P(x) = ax² + bx + c.

When P(x) is divided by x + 3, x – 5 and x – 1.

The remainders are respectively P(– 3), P(5) and P(1).

We are given that P(– 3) = 21

P(5) = 61

P(1) = 9

Now P(– 3) = 21

⇒ a(– 3)² + b(– 3) + c = 21

⇒ 9a – 3b + c = 21  ........(1)

P(5) = 61

⇒ a(5)² + b(5) + c = 61

⇒ 25a + 5b + c = 61  .......(2)

P(1) = 9

⇒ a(1)² + b(1) + c = 9

⇒ a + b + c = 9   .......(3)

Now the matrix form of the above three equations is

`[(9, -3, 1),(25, 5, 1),(1, 1, 1)] [("a"),("b"),("C")] = [(21),(61),(9)]`

(i.e) AX = B

The augmented matrix (A, B) is

[A, B] = `[(9, -3, 1, 21),(25, 5, 1, 61),(1, 1, 1, 9)]`

`˜ [(1, 1, 1, 9),(25, 5, 1, 61),(9, -3, 1, 21)] "R"_1 ↔ "R"_3`

`[(1, 1, 1, 9),(25, 5, 1, 61),(9, -3, 1, 21)] ˜ [(1, 1, 1, 9),(0, -20, -24, -164),(0, -12, -8, -60)] {:("R"_2 -> "R"_2 - 25"R"_1),("R"_3 -> "R"_3 - 9"R"_1):}`

`˜ [(1, 1, 1, 9),(0, -20, -24, -164),(0, 12, 8, 60)] "R"_3 -> - "R"_3`

`˜ [(1, 1, 1, 9),(0, -20, -24, -164),(0, 0, -32, -192)] "R"_3 -> - 5"R"_3 + 3"R"_2`

The above matrix is in echelon form now writing the equivalent equations.
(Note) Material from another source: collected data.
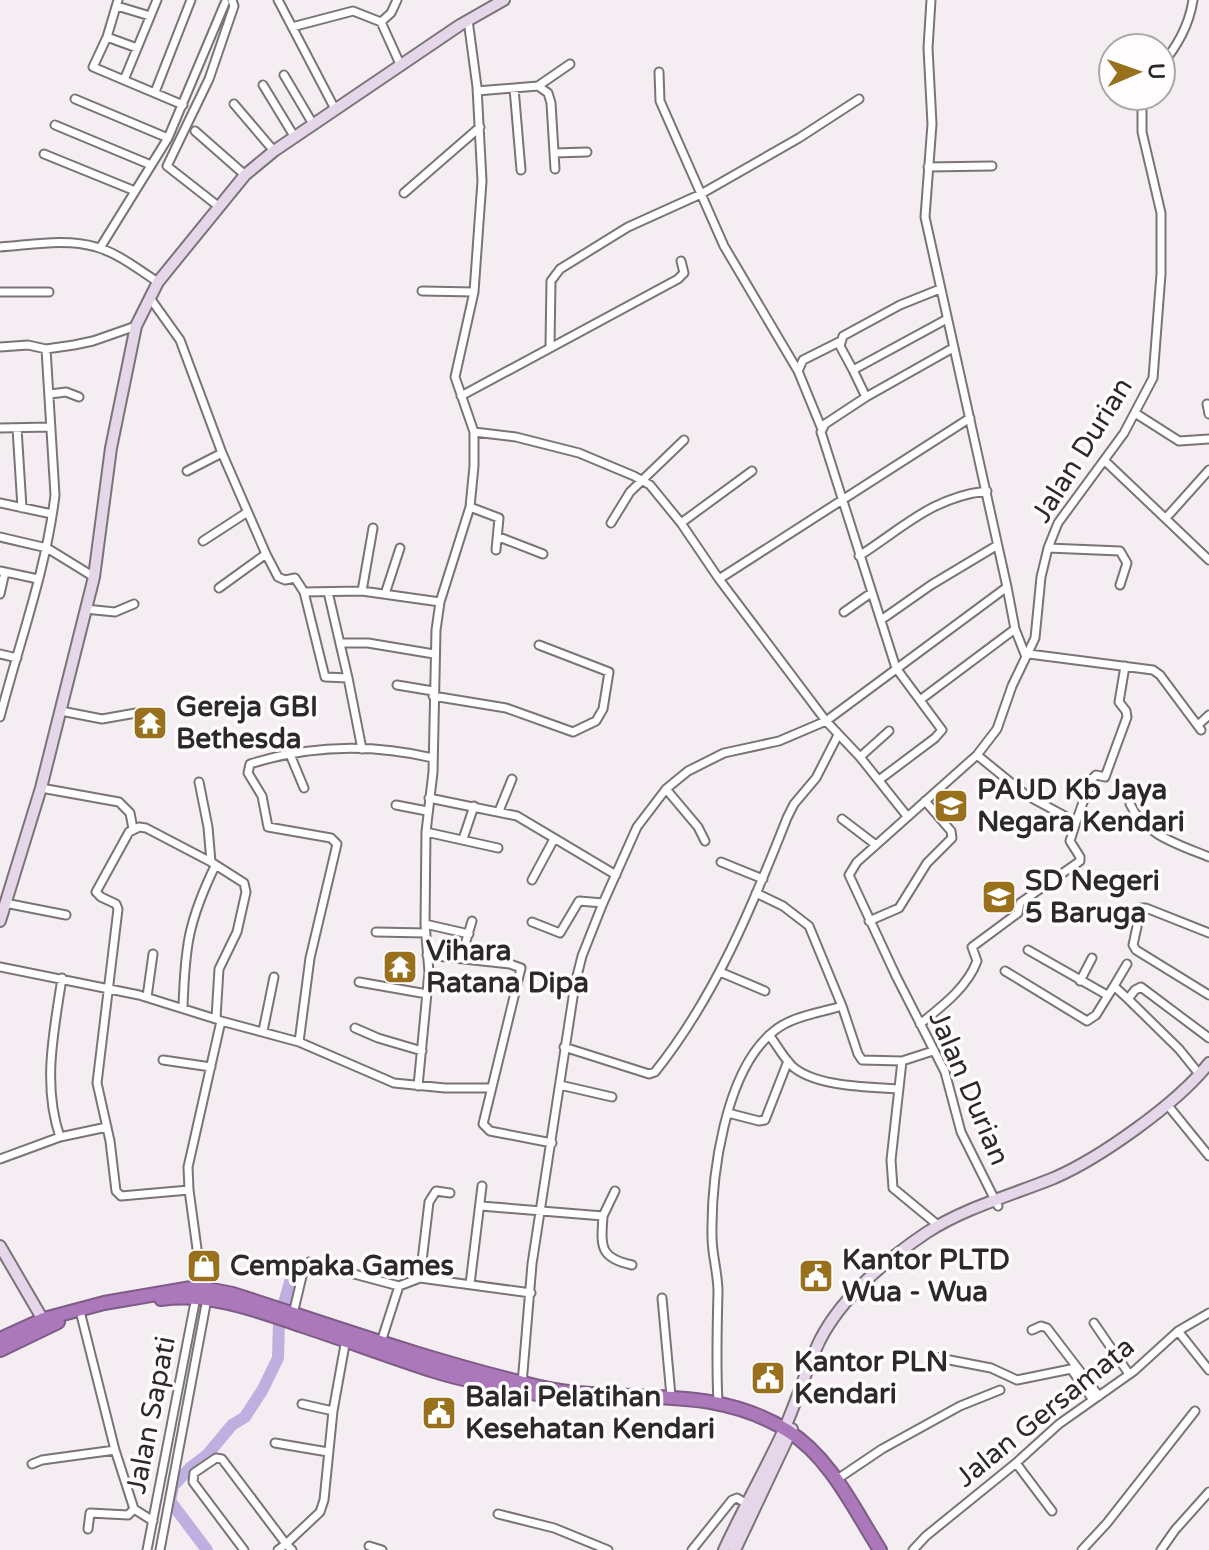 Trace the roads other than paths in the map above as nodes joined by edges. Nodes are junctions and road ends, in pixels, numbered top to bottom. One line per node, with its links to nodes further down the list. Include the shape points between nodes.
1 (157, 0): 12 (street)
2 (191, 0): 28 (street)
3 (278, 0): 15 (street)
4 (354, 0): 11 (street)
5 (397, 0): 14 (street)
6 (504, 0): 13 (main road)
7 (931, 0): 47 (street)
8 (228, 2): 32 (street); 54 (street, via 234,6 209,79 167,166)
9 (118, 3): 12 (street); 16 (street)
10 (1192, 4): 17 (street)
11 (353, 11): 14 (street); 15 (street)
12 (150, 16): 18 (street)
13 (468, 20): 19 (main road); 27 (street)
14 (381, 22): 19 (street)
15 (292, 27): 33 (street)
16 (107, 37): 18 (street); 23 (street, via 93,67)
17 (1177, 45)
18 (137, 48): 23 (street)
19 (400, 64): 33 (main road)
20 (570, 64): 25 (street)
21 (659, 72): 53 (street, via 660,101)
22 (284, 75): 35 (street)
23 (124, 80): 28 (street)
24 (263, 85): 39 (street)
25 (538, 86): 26 (street); 43 (street, via 551,103)
26 (514, 88): 27 (street); 49 (street)
27 (477, 91): 37 (street)
28 (155, 92): 32 (street)
29 (75, 99): 40 (street)
30 (859, 99): 53 (street)
31 (234, 104): 41 (street)
32 (183, 105): 40 (street)
33 (335, 109): 35 (main road)
34 (1142, 112): 79 (street, Jalan Durian, via 1161,213 1161,274 1156,364)
35 (313, 124): 39 (main road)
36 (55, 125): 45 (street)
37 (480, 127): 52 (street); 63 (street)
38 (195, 131): 50 (street)
39 (294, 136): 41 (main road)
40 (168, 138): 45 (street)
41 (274, 151): 50 (main road)
42 (587, 152): 43 (street)
43 (554, 153): 48 (street)
44 (44, 154): 51 (street)
45 (151, 165): 51 (street)
46 (992, 166): 47 (street)
47 (928, 167): 59 (street, via 925,217)
48 (555, 169)
49 (521, 170)
50 (245, 175): 54 (main road)
51 (135, 191): 56 (street)
52 (404, 193)
53 (701, 194): 68 (street, via 628,227 555,273); 73 (street, via 724,246)
54 (218, 206): 58 (main road)
55 (0, 247): 56 (street, via 56,243)
56 (100, 248): 58 (street)
57 (681, 261): 68 (street, via 683,276)
58 (158, 282): 64 (main road)
59 (940, 289): 65 (street); 67 (street, via 900,305)
60 (422, 291): 63 (street)
61 (0, 292): 62 (street)
62 (49, 292)
63 (474, 292): 75 (street, via 456,369)
64 (150, 298): 66 (main road); 89 (street, via 180,340)
65 (947, 319): 70 (street); 72 (street)
66 (136, 326): 71 (street); 121 (main road, via 111,448)
67 (839, 342): 72 (street); 73 (street, via 803,360)
68 (550, 346): 75 (street)
69 (0, 347): 71 (street)
70 (953, 348): 77 (street); 81 (street)
71 (46, 349): 74 (street)
72 (853, 370): 77 (street)
73 (798, 371): 83 (street)
74 (50, 394): 76 (street); 82 (street)
75 (461, 396): 86 (street)
76 (79, 397)
77 (866, 397): 83 (street)
78 (1207, 404): 80 (street)
79 (1135, 413): 87 (street, via 1179,441); 90 (street, Jalan Durian)
80 (1209, 414)
81 (970, 418): 95 (street); 96 (street)
82 (51, 427): 85 (street); 101 (street)
83 (821, 427): 96 (street)
84 (0, 428): 85 (street)
85 (17, 428): 99 (street)
86 (474, 432): 94 (street, via 548,444); 98 (street)
87 (1209, 439)
88 (684, 440): 94 (street)
89 (222, 453): 92 (street); 100 (street)
90 (1105, 461): 102 (street); 113 (street, Jalan Durian, via 1063,513)
91 (1209, 470): 102 (street)
92 (187, 471)
93 (752, 471): 104 (street)
94 (644, 480): 103 (street); 104 (street)
95 (987, 491): 109 (street); 118 (street, via 937,503)
96 (841, 498): 118 (street); 123 (street)
97 (0, 501): 99 (street)
98 (470, 507): 107 (street, via 496,515); 133 (street)
99 (22, 508): 101 (street)
100 (246, 513): 108 (street); 116 (street)
101 (52, 514): 111 (street)
102 (1166, 518): 115 (street)
103 (611, 523)
104 (681, 523): 123 (street)
105 (373, 528): 127 (street)
106 (0, 537): 111 (street)
107 (499, 537): 114 (street); 117 (street)
108 (203, 541)
109 (996, 546): 125 (street); 137 (street)
110 (1209, 546): 115 (street)
111 (47, 548): 121 (street); 122 (street)
112 (400, 548): 132 (street)
113 (1048, 548): 124 (street, via 1120,551 1127,563); 143 (street, Jalan Durian, via 1037,627)
114 (496, 550)
115 (1202, 553): 119 (street)
116 (266, 554): 126 (street); 128 (street, via 278,577 295,578)
117 (543, 554)
118 (859, 556): 130 (street)
119 (1209, 560)
120 (3, 572): 122 (street); 131 (street)
121 (94, 577): 135 (main road)
122 (38, 579): 144 (street)
123 (719, 579): 156 (street)
124 (1120, 585)
125 (1007, 587): 138 (street); 146 (street)
126 (219, 588)
127 (362, 591): 129 (street); 132 (street)
128 (304, 592): 129 (street); 147 (street, via 325,677)
129 (328, 592): 139 (street)
130 (871, 593): 136 (street); 137 (street)
131 (0, 594)
132 (385, 594): 133 (street)
133 (440, 602): 142 (street)
134 (134, 604): 135 (street, via 115,612)
135 (85, 609): 152 (main road)
136 (844, 612)
137 (881, 620): 146 (street)
138 (1015, 629): 143 (street); 151 (street)
139 (340, 643): 142 (street); 147 (street)
140 (539, 645): 149 (street, via 609,672 596,721 571,732 495,705)
141 (0, 654): 144 (street)
142 (434, 654): 149 (street)
143 (1027, 655): 145 (street); 161 (street, Jalan Durian, via 1000,724)
144 (17, 658): 150 (street)
145 (1125, 666): 154 (street, via 1160,675 1200,728); 179 (street, via 1119,702 1127,717 1105,777 1091,780)
146 (896, 668): 151 (street); 156 (street)
147 (348, 678): 159 (street)
148 (397, 685): 149 (street)
149 (433, 693): 163 (street)
150 (3, 697): 155 (street)
151 (920, 700): 165 (street, via 942,733)
152 (61, 711): 153 (street, via 102,719); 167 (main road)
153 (136, 713)
154 (1209, 715)
155 (0, 717)
156 (826, 721): 158 (street); 169 (street, via 799,735 724,753)
157 (889, 731): 162 (street)
158 (838, 735): 162 (street); 191 (street, via 816,778 794,804)
159 (362, 749): 160 (street); 163 (street)
160 (289, 752): 168 (street); 234 (street, via 249,766 264,803 266,825 331,838 337,844 310,958)
161 (977, 755): 171 (street, Jalan Durian); 179 (street, via 1026,795)
162 (860, 757): 165 (street)
163 (433, 758): 170 (street)
164 (512, 779): 176 (street)
165 (879, 780): 177 (street)
166 (199, 782): 189 (street)
167 (41, 788): 180 (street, via 119,802 130,813); 194 (main road)
168 (304, 788)
169 (666, 789): 184 (street); 190 (street, via 637,827)
170 (429, 798): 174 (street); 175 (street)
171 (925, 801): 177 (street, Jalan Durian); 199 (street, via 952,838 927,863 899,908)
172 (1130, 804): 187 (street, via 1152,830)
173 (396, 805): 175 (street)
174 (474, 806): 176 (street); 182 (street)
175 (427, 811): 181 (street)
176 (499, 811): 183 (street)
177 (907, 816): 185 (street, Jalan Durian)
178 (842, 819): 185 (street)
179 (1076, 822): 229 (street, via 1070,841 1079,863 1020,903 1018,913 972,947 977,960 968,978)
180 (133, 829): 189 (street, via 146,828); 219 (street, via 96,892 118,909)
181 (426, 832): 182 (street); 201 (street)
182 (463, 839): 186 (street)
183 (554, 839): 190 (street); 192 (street)
184 (705, 841)
185 (876, 845): 199 (street, Jalan Durian, via 849,875)
186 (498, 848)
187 (1209, 857)
188 (721, 862): 191 (street)
189 (213, 864): 227 (street, via 186,944); 228 (street, via 244,883 246,892 237,932 219,969)
190 (616, 875): 195 (street)
191 (763, 879): 193 (street)
192 (532, 880)
193 (756, 893): 213 (street); 226 (street, via 809,926)
194 (5, 903): 196 (street); 197 (main road)
195 (603, 903): 200 (street, via 579,901 558,933); 235 (street, via 578,970)
196 (66, 915)
197 (1, 917)
198 (472, 921): 204 (street)
199 (869, 921): 229 (street, Jalan Durian)
200 (532, 922)
201 (425, 929): 202 (street); 204 (street); 207 (street)
202 (376, 932)
203 (1209, 933): 223 (street, via 1141,908 1133,945)
204 (469, 934): 208 (street)
205 (1028, 950): 216 (street)
206 (153, 954): 224 (street)
207 (427, 955): 208 (street); 221 (street)
208 (461, 958): 246 (street, via 522,969)
209 (1092, 958): 216 (street)
210 (1127, 964): 218 (street)
211 (0, 967): 215 (street)
212 (1005, 971): 222 (street, via 1087,1021)
213 (720, 972): 220 (street); 235 (street, via 653,1073)
214 (274, 977): 231 (street)
215 (62, 978): 219 (street); 252 (street, via 50,1077)
216 (1080, 981): 222 (street)
217 (359, 982): 221 (street)
218 (1114, 986): 222 (street); 225 (street)
219 (108, 988): 224 (street); 251 (street, via 97,1083)
220 (765, 991)
221 (427, 994): 236 (street)
222 (1107, 995)
223 (1209, 995)
224 (147, 997): 227 (street)
225 (1128, 999): 233 (street, via 1141,987); 243 (street)
226 (842, 1006): 232 (street, via 783,1024); 240 (street, via 862,1060)
227 (183, 1007): 228 (street)
228 (218, 1019): 231 (street); 242 (street)
229 (920, 1024): 237 (street, Jalan Durian)
230 (355, 1028): 236 (street)
231 (263, 1031): 234 (street)
232 (769, 1035): 239 (street); 250 (street, via 748,1064)
233 (1209, 1038)
234 (299, 1042): 245 (street, via 394,1083)
235 (564, 1047): 244 (street)
236 (422, 1051): 245 (street)
237 (933, 1051): 240 (street); 260 (street, Jalan Durian, via 948,1079 961,1132)
238 (163, 1060): 242 (street)
239 (788, 1061): 247 (street, via 804,1073 836,1083); 250 (street, via 765,1120)
240 (902, 1061): 247 (street)
241 (1209, 1063): 243 (main road)
242 (211, 1067): 257 (street, via 189,1159)
243 (1204, 1072): 249 (main road); 260 (main road, via 1167,1106 1087,1161)
244 (560, 1085): 248 (street); 253 (street)
245 (418, 1086): 246 (street)
246 (491, 1088): 253 (street, via 486,1130)
247 (899, 1089): 264 (street, via 893,1190)
248 (612, 1097)
249 (1170, 1108): 254 (street); 260 (main road, via 1075,1172)
250 (728, 1113): 295 (street, via 715,1164 712,1233 718,1289)
251 (107, 1127): 252 (street); 257 (street, via 117,1195)
252 (60, 1137): 255 (street)
253 (552, 1143): 262 (street)
254 (1209, 1156)
255 (0, 1159)
256 (482, 1186): 261 (street)
257 (189, 1190): 270 (street)
258 (615, 1191): 263 (street)
259 (450, 1193): 267 (street, via 436,1191 429,1202)
260 (996, 1204): 264 (main road); 284 (main road, via 936,1231 895,1262 842,1315)
261 (481, 1206): 262 (street); 268 (street)
262 (539, 1210): 263 (street); 271 (street)
263 (603, 1216): 266 (street, via 602,1237 610,1257)
264 (939, 1226): 284 (main road, via 867,1281 828,1327)
265 (0, 1246): 276 (main road)
266 (632, 1265)
267 (420, 1278): 268 (street); 269 (street)
268 (470, 1284): 271 (street)
269 (399, 1286): 274 (street, via 309,1262); 282 (street)
270 (202, 1290): 274 (highway, via 221,1300); 275 (highway); 276 (highway, via 104,1303); 311 (street, Jalan Sapati); 316 (street, Jalan Sapati)
271 (531, 1293): 291 (street)
272 (662, 1298): 293 (street)
273 (1209, 1313): 279 (street, Jalan Gersamata)
274 (282, 1314): 280 (highway)
275 (81, 1315): 276 (highway); 301 (street)
276 (45, 1323): 281 (highway); 283 (highway)
277 (1094, 1323): 286 (street)
278 (1032, 1330): 287 (street, via 1047,1328)
279 (1178, 1331): 288 (street); 289 (street, Jalan Gersamata)
280 (348, 1335): 282 (highway); 291 (highway, via 435,1371 480,1384); 297 (street)
281 (0, 1339)
282 (381, 1342): 291 (highway)
283 (0, 1350)
284 (818, 1351): 299 (main road)
285 (934, 1357): 287 (street, via 998,1370 1012,1379)
286 (1117, 1357): 289 (street); 290 (street)
287 (1074, 1367): 290 (street); 294 (street)
288 (1209, 1370)
289 (1129, 1374): 294 (street, Jalan Gersamata)
290 (1087, 1378): 294 (street)
291 (522, 1386): 293 (highway); 299 (highway, via 584,1401 705,1406 742,1414)
292 (1000, 1390): 305 (street, via 960,1406)
293 (671, 1396): 295 (highway)
294 (1096, 1398): 303 (street, Jalan Gersamata)
295 (718, 1402): 299 (highway, via 745,1409)
296 (302, 1404): 297 (street)
297 (333, 1411): 302 (street)
298 (1195, 1411): 327 (street)
299 (786, 1434): 305 (highway, via 805,1443); 307 (main road); 323 (main road); 324 (highway, via 820,1469)
300 (275, 1443): 302 (street)
301 (115, 1450): 304 (street); 308 (street)
302 (328, 1452): 314 (street, via 320,1512)
303 (1016, 1463): 309 (street); 326 (street, Jalan Gersamata)
304 (32, 1464)
305 (836, 1480): 325 (highway)
306 (1209, 1492): 328 (street)
307 (747, 1504): 321 (street, via 732,1500); 322 (main road)
308 (134, 1509): 311 (street); 312 (street, via 128,1515 90,1513)
309 (1052, 1511)
310 (498, 1514): 320 (street, via 554,1528)
311 (153, 1521): 315 (street, Jalan Sapati)
312 (88, 1529)
313 (369, 1546): 319 (street)
314 (289, 1547): 317 (street, via 222,1459 216,1458 194,1473 193,1482); 318 (street)
315 (147, 1550)
316 (160, 1550)
317 (244, 1550)
318 (278, 1550)
319 (382, 1550)
320 (608, 1550)
321 (692, 1550)
322 (724, 1550)
323 (735, 1550)
324 (872, 1550)
325 (880, 1550)
326 (913, 1550)
327 (1082, 1550)
328 (1161, 1550)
`[(1, 1, 1),(0, -20, -24),(0, 0, -32)][("a"),("b"),("c")] = [(9),(-164),(-192)]`

(i.e) a + b + c = 9

– 20b – 24c = – 164

– 32c = – 192

From (3)

⇒ c = `(- 192)/(- 32)` = 6

Substituting c = 6 in (2) we get

– 20b – 24(6) = – 164

⇒ – 20b = – 164 + 144 = – 20

⇒ b = 1

Substituting c = 6, b = 1 in (1) we get

a + 1 + 6 = 9

⇒ a = 9 – 7 = 2

So a = 2, b = 1, c = 6